In this passage, they went to battle against the Philistines and were badly defeated. Discouraged, they asked themselves, “Why did this happen? Why did God let us be defeated?”
The answer was found in the fact that in their hearts, they were not wholeheartedly following after God. They were just doing their own thing. As the book of Judges said, everyone was doing what was right in their own eyes, not what was right in the eyes of God.
This is clearly seen in their decision to bring the ark with them in their battle against the Philistines. They were saying, “See God. We’re bringing you with us. So you’ll give us the victory, right?” But while they seemed to be following a form of godliness by “inviting God along,” they weren’t truly following him in their hearts. They pretty much treated the ark as a good luck charm, and on top of that, violated God’s command that only the high priest could enter the Most Holy Place (where the ark was) once a year, and that to offer atonement for the people. But in an attempt to get God to bring them victory, the high priest’s two sons went into the Most Holy Place, took the ark out, and brought it out to the battle against the Philistines.

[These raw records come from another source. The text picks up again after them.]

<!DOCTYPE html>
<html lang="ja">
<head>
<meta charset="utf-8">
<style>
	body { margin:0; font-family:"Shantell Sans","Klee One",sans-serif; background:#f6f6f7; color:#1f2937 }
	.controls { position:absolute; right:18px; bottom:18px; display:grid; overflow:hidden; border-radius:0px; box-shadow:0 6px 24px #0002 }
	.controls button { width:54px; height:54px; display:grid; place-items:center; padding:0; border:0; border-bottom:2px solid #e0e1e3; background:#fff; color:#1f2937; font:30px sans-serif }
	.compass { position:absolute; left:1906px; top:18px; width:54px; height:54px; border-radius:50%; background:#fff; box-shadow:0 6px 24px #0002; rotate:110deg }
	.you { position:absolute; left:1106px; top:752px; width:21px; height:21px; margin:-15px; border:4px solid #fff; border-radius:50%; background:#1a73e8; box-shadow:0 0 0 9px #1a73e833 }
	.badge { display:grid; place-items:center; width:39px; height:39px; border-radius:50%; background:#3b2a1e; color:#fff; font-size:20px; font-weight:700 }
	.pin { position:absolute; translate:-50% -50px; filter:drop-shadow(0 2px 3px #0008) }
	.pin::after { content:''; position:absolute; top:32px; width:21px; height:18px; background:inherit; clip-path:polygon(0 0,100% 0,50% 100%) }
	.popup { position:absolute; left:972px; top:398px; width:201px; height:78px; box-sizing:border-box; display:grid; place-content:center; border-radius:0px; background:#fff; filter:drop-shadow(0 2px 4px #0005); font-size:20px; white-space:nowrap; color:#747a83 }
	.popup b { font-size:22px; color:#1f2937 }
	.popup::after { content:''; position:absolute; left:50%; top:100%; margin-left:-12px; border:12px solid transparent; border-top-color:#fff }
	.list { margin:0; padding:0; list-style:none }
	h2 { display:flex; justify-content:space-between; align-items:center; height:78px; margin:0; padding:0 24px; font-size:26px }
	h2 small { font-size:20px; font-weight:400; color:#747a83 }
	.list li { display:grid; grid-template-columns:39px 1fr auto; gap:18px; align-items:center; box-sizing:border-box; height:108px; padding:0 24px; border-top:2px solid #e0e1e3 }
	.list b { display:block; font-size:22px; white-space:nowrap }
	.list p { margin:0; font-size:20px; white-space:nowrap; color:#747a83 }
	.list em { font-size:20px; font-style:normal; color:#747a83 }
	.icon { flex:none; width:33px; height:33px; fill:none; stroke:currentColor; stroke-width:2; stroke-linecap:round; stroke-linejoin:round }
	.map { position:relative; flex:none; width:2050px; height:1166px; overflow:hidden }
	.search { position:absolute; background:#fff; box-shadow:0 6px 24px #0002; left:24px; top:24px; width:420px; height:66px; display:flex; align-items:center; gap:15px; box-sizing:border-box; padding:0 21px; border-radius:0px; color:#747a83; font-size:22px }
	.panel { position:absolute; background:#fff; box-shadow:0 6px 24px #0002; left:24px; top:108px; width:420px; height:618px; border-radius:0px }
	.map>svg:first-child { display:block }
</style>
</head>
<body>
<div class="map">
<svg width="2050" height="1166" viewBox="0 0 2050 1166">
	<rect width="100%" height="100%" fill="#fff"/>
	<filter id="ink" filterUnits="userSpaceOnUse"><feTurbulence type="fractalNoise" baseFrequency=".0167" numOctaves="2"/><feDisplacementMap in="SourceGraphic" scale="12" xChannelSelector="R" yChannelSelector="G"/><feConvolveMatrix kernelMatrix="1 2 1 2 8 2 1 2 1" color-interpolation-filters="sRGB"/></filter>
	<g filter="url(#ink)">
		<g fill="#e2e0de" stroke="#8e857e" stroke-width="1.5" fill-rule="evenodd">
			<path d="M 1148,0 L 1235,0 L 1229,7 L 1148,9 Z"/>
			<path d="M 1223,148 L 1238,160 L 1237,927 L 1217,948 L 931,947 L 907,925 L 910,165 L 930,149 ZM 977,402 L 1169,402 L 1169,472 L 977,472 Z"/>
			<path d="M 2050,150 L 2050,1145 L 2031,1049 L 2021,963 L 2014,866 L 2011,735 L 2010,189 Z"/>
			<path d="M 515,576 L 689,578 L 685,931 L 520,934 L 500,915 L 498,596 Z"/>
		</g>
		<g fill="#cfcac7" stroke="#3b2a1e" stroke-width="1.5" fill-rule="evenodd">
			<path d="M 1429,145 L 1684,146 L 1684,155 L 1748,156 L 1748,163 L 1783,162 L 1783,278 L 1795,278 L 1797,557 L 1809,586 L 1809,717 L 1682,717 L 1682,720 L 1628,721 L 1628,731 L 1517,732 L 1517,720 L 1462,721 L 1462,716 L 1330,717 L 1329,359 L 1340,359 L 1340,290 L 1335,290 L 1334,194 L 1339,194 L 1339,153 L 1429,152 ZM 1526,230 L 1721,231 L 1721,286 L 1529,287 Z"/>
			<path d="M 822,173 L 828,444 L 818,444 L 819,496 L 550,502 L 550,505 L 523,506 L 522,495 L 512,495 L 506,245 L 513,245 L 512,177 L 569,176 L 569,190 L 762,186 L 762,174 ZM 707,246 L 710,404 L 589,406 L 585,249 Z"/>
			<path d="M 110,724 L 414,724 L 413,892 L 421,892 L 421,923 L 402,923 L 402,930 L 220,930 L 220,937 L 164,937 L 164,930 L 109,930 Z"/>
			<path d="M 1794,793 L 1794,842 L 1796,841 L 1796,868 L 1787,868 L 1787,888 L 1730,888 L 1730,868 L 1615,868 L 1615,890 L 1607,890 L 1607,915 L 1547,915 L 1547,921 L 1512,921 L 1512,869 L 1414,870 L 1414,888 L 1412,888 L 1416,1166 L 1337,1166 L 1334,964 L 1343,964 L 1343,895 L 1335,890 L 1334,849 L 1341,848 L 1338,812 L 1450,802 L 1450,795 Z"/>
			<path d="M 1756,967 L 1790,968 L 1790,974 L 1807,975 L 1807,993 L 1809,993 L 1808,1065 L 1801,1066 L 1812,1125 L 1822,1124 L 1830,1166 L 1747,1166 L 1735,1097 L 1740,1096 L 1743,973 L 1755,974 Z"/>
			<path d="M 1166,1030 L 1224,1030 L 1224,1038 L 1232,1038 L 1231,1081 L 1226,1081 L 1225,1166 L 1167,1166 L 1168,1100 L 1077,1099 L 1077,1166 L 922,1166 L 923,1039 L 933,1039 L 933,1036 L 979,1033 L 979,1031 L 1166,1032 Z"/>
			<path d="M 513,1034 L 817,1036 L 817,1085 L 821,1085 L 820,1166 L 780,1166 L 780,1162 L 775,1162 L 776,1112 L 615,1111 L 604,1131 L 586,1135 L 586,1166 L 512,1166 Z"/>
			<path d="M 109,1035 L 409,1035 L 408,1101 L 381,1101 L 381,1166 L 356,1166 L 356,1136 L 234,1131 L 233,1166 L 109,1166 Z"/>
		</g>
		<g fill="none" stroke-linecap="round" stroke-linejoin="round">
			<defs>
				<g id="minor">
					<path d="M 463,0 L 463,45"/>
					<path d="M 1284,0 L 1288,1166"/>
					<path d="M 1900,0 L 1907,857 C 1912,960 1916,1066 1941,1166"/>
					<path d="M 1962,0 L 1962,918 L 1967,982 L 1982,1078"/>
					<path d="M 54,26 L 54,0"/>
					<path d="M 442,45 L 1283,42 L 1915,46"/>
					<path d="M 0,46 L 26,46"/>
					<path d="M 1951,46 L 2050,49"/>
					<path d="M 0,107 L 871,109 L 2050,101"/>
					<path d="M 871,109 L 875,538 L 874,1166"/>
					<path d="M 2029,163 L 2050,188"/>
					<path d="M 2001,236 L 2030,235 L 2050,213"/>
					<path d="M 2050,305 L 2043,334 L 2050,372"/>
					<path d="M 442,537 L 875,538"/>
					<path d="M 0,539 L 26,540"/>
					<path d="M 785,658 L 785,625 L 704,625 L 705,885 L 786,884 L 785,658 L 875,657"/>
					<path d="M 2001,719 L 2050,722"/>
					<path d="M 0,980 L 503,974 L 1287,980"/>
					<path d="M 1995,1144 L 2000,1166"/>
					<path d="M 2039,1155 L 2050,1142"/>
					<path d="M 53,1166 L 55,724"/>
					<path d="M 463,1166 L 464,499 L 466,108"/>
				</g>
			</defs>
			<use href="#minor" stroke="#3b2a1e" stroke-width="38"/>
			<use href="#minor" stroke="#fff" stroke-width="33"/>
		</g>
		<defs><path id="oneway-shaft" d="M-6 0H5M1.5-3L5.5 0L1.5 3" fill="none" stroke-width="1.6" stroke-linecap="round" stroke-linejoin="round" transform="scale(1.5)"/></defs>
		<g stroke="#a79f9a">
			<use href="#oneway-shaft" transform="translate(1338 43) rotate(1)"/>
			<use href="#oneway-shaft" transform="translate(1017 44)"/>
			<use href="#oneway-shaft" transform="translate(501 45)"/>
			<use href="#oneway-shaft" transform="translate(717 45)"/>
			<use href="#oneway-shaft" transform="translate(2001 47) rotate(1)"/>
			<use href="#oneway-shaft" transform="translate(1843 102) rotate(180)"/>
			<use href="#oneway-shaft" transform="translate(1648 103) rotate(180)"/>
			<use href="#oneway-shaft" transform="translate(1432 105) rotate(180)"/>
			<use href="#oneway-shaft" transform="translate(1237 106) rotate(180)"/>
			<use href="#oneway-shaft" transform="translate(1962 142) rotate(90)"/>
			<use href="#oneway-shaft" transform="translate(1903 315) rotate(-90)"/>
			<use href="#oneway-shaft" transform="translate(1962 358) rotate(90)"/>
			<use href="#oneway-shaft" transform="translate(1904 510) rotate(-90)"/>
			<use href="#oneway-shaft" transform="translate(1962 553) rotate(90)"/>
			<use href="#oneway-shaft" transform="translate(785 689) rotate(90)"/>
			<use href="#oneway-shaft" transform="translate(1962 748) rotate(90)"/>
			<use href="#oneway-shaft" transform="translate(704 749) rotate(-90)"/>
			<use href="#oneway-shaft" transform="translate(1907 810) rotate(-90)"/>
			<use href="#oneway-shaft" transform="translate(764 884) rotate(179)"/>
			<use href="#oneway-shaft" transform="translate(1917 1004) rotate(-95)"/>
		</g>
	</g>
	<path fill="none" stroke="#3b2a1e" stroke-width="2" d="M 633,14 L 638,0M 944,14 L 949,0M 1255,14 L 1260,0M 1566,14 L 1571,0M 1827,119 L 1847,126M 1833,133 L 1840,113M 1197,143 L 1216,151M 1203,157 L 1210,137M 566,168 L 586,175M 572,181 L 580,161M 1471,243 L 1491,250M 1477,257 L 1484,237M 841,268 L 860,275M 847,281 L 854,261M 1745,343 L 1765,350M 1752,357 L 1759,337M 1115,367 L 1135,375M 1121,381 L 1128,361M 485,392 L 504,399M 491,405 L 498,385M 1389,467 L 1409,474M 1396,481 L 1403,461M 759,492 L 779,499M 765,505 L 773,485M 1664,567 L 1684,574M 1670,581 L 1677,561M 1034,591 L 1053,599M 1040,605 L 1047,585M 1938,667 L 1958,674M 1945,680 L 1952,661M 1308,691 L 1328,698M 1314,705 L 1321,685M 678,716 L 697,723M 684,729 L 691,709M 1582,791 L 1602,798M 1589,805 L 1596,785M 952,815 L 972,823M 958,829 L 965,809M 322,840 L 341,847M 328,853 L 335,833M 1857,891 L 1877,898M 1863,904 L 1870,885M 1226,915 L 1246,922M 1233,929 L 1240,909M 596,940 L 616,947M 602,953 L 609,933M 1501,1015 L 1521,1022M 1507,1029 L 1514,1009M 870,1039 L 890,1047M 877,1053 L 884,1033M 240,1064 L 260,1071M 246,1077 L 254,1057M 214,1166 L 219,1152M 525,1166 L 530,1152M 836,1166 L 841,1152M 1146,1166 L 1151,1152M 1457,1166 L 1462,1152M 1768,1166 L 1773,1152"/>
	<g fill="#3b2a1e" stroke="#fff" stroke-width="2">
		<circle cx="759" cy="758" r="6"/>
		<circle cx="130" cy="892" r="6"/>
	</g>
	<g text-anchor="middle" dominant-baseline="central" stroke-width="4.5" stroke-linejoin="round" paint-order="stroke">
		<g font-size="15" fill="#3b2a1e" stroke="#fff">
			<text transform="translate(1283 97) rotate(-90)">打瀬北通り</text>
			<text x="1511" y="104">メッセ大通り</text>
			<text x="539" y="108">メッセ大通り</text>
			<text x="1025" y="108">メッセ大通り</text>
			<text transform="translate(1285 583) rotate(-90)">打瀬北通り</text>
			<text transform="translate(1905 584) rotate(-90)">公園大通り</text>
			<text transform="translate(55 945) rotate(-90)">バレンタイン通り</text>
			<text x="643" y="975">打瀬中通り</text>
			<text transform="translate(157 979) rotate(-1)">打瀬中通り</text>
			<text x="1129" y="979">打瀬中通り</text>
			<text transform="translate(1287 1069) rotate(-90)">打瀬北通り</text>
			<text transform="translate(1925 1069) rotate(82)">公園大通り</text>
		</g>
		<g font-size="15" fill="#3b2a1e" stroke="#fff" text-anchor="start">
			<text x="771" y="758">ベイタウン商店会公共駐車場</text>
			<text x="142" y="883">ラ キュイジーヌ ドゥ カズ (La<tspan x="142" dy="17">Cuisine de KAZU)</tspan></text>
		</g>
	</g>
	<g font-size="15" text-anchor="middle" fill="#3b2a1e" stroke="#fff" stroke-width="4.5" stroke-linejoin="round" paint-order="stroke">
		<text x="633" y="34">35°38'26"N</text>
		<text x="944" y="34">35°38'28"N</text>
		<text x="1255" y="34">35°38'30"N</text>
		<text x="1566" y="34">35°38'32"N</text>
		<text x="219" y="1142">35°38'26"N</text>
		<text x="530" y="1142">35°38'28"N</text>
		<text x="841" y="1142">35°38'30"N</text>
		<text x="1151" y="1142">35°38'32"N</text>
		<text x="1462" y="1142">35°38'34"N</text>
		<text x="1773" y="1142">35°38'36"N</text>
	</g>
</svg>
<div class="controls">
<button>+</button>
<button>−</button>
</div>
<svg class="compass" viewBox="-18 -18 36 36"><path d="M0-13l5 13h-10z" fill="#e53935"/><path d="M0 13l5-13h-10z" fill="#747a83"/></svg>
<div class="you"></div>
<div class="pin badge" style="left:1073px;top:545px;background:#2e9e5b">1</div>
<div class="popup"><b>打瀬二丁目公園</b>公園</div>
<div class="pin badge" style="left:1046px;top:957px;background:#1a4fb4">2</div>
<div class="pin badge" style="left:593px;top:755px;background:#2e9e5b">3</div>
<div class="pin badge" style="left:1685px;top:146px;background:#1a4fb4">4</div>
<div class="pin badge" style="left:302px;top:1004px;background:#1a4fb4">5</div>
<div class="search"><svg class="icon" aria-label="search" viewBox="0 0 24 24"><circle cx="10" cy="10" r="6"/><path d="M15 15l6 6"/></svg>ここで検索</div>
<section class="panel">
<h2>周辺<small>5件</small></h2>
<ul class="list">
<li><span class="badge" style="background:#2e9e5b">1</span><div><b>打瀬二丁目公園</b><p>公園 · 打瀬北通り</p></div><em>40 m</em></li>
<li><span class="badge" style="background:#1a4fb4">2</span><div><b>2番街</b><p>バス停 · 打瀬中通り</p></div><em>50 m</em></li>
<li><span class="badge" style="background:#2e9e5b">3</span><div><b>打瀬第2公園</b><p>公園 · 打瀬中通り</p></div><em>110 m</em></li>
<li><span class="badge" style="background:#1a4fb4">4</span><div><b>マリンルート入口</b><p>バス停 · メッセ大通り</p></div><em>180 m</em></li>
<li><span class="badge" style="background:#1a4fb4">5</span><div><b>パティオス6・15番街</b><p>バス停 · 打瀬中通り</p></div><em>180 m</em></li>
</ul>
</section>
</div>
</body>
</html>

The result: The Philistines not only defeated Israel, but took the ark as well. When the pregnant wife of Phinehas the priest, Eli’s son, heard that her father-in-law and Phinehas were both dead, and that the ark was captured, she went into labor. She died giving birth, and as she did, she named her son “Ichabod” which means “no glory,” saying, “The glory has departed from Israel, for the ark of God has been captured.” (verse 22)
But the truth is that God hadn’t abandoned Israel. Israel had abandoned God. They had an outward appearance of godliness, but their hearts did not truly belong to him.
The apostle Paul wrote of such people to Timothy, saying,
1 But mark this: There will be terrible times in the last days. 2 People will be lovers of themselves, lovers of money, boastful, proud, abusive, disobedient to their parents, ungrateful, unholy, 3 without love, unforgiving, slanderous, without self-control, brutal, not lovers of the good, 4 treacherous, rash, conceited, lovers of pleasure rather than lovers of God— 5 having a form of godliness but denying its power. (II Timothy 3:1-5)
That’s a description of the Israelites of that time, and you see it all throughout the book of Judges. Unfortunately, the same can be said of some Christians today. People who look so godly on Sunday, but live ungodly lives the rest of the week. And as a result, they suffer lives of defeat and are blind to the reason why.
How about you? Does your heart truly belong to God? Or do you just live for yourself, doing what is right in your own eyes? You may fool others. You may even fool yourself. But you’re not fooling God. And God will not be manipulated, as the Israelites tried to do by bringing the ark.
Do you merely have the form of godliness? Or do you have a heart that’s truly his?